INSTRUCTIONS TO FOLLOW — Every entry below must be transcribed word for word, and the images must be left out.

(RECORDS SUPPLIED)

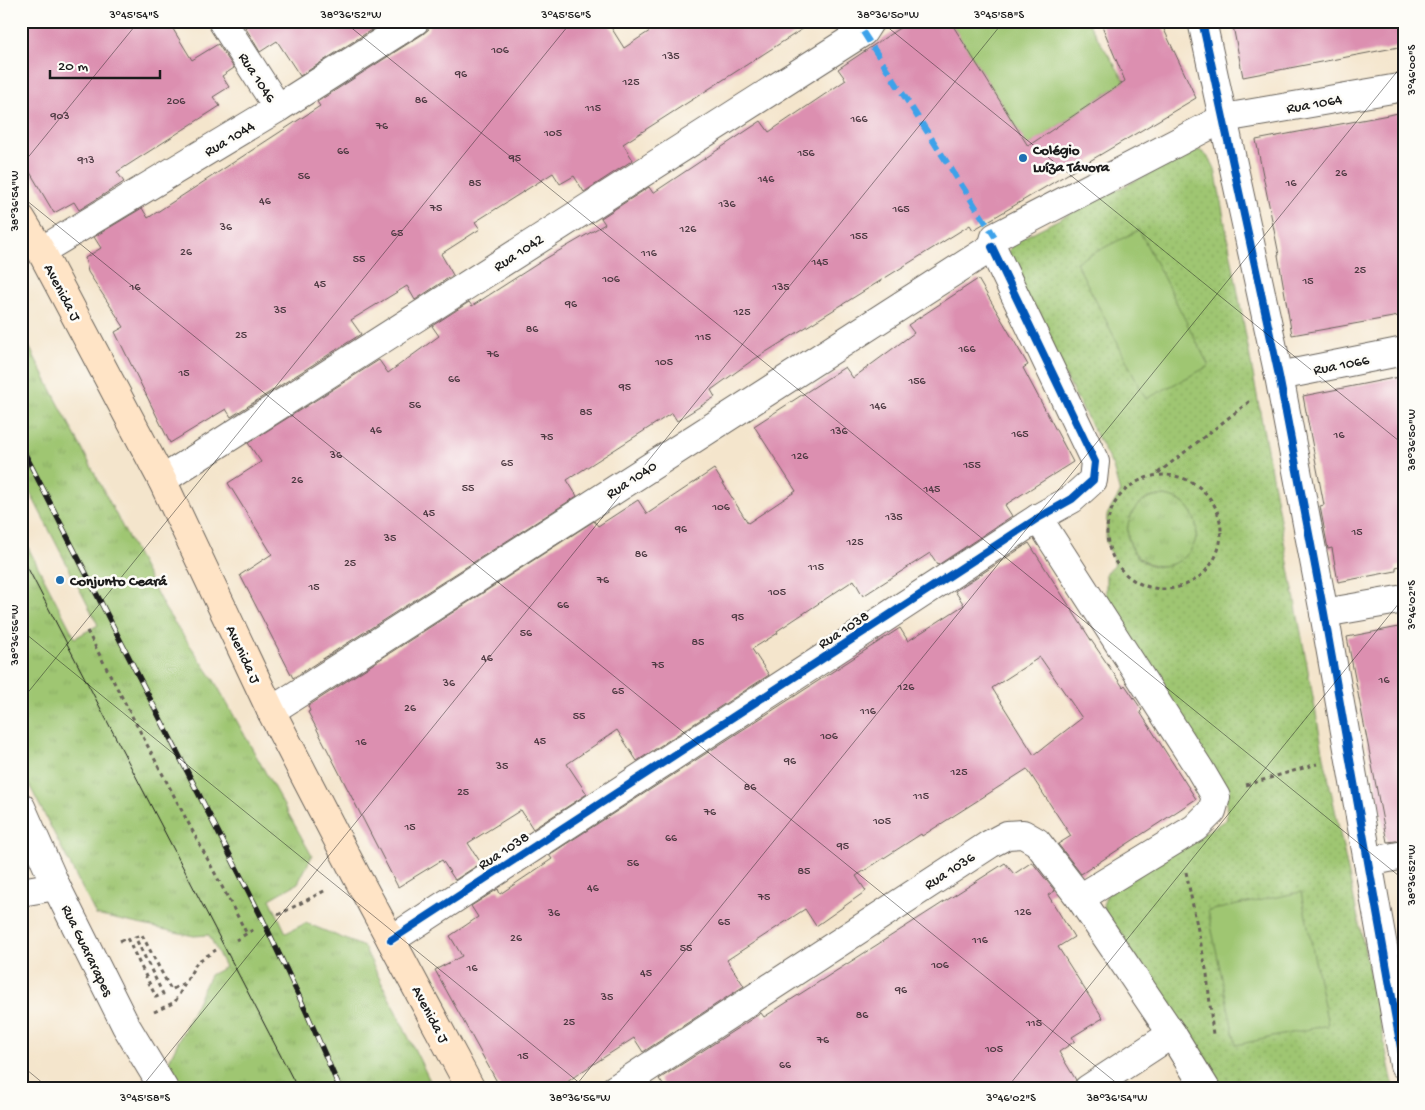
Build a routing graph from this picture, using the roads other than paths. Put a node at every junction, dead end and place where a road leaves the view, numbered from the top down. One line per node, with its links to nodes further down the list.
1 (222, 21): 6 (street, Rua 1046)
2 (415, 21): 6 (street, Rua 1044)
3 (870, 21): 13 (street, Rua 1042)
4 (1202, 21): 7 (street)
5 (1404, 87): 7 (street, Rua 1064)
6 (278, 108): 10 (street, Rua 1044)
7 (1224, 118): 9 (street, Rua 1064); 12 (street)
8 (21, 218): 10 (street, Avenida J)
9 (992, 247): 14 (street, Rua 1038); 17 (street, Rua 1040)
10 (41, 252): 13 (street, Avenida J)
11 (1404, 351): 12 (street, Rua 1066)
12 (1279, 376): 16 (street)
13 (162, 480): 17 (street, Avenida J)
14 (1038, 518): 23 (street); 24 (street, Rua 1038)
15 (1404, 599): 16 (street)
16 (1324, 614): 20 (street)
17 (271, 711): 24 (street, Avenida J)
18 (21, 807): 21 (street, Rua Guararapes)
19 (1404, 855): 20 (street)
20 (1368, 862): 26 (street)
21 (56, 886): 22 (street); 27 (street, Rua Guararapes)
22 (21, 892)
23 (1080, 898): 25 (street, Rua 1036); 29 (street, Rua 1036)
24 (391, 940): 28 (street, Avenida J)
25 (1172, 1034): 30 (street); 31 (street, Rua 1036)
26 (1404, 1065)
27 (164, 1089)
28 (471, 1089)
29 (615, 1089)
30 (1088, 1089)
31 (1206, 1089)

(End RECORDS SUPPLIED)

ANSWER TO THIS TASK —
Build a routing graph from this picture, using the roads other than paths. Put a node at every junction, dead end and place where a road leaves the view, numbered from the top down. One line per node, with its links to nodes further down the list.
1 (222, 21): 6 (street, Rua 1046)
2 (415, 21): 6 (street, Rua 1044)
3 (870, 21): 13 (street, Rua 1042)
4 (1202, 21): 7 (street)
5 (1404, 87): 7 (street, Rua 1064)
6 (278, 108): 10 (street, Rua 1044)
7 (1224, 118): 9 (street, Rua 1064); 12 (street)
8 (21, 218): 10 (street, Avenida J)
9 (992, 247): 14 (street, Rua 1038); 17 (street, Rua 1040)
10 (41, 252): 13 (street, Avenida J)
11 (1404, 351): 12 (street, Rua 1066)
12 (1279, 376): 16 (street)
13 (162, 480): 17 (street, Avenida J)
14 (1038, 518): 23 (street); 24 (street, Rua 1038)
15 (1404, 599): 16 (street)
16 (1324, 614): 20 (street)
17 (271, 711): 24 (street, Avenida J)
18 (21, 807): 21 (street, Rua Guararapes)
19 (1404, 855): 20 (street)
20 (1368, 862): 26 (street)
21 (56, 886): 22 (street); 27 (street, Rua Guararapes)
22 (21, 892)
23 (1080, 898): 25 (street, Rua 1036); 29 (street, Rua 1036)
24 (391, 940): 28 (street, Avenida J)
25 (1172, 1034): 30 (street); 31 (street, Rua 1036)
26 (1404, 1065)
27 (164, 1089)
28 (471, 1089)
29 (615, 1089)
30 (1088, 1089)
31 (1206, 1089)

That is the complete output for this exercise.